(Records for this task begins)
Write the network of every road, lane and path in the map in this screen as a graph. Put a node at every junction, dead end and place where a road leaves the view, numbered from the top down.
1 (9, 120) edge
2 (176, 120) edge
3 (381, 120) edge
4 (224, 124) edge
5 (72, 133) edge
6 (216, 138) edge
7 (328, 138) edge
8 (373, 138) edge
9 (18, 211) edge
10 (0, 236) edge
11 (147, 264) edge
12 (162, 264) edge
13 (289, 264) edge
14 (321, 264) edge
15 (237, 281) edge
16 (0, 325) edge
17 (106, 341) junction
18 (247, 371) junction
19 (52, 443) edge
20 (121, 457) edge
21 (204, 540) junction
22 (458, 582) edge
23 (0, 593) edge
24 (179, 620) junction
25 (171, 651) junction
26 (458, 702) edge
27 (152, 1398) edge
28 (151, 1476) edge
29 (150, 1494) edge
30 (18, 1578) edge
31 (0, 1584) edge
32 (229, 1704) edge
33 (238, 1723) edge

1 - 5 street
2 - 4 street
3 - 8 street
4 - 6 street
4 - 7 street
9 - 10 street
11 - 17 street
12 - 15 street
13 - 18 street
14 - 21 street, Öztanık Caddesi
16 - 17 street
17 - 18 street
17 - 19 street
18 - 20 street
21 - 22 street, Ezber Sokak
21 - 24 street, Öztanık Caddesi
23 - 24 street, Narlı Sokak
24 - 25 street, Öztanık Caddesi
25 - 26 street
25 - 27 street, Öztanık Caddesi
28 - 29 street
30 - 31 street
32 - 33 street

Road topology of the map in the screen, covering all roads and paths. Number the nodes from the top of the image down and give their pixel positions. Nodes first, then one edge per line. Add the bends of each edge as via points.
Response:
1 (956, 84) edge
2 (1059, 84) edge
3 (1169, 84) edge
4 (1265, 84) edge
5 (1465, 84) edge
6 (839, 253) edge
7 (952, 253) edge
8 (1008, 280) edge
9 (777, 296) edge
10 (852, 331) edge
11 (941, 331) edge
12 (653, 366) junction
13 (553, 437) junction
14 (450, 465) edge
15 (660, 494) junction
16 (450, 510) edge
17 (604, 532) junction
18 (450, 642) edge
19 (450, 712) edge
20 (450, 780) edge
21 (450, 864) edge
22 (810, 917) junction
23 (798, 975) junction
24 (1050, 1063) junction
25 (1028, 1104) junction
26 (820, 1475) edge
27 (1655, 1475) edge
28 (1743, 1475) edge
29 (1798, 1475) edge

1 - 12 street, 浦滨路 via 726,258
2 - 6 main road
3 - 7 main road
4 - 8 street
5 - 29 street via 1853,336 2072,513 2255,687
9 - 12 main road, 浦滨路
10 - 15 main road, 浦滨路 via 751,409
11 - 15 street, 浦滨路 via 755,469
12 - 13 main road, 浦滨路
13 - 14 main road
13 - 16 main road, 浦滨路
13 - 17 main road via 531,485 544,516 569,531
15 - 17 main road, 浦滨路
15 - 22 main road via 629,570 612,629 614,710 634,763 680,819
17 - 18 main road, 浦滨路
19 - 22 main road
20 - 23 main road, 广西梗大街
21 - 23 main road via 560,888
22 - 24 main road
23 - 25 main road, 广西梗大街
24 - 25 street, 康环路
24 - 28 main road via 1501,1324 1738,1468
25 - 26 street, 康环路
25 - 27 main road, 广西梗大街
(Records for this task ends)
— Task requirements —
Would you please return all lines from the listing above that contain "screen"?

— Written answer —
Write the network of every road, lane and path in the map in this screen as a graph. Put a node at every junction, dead end and place where a road leaves the view, numbered from the top down.
Road topology of the map in the screen, covering all roads and paths. Number the nodes from the top of the image down and give their pixel positions. Nodes first, then one edge per line. Add the bends of each edge as via points.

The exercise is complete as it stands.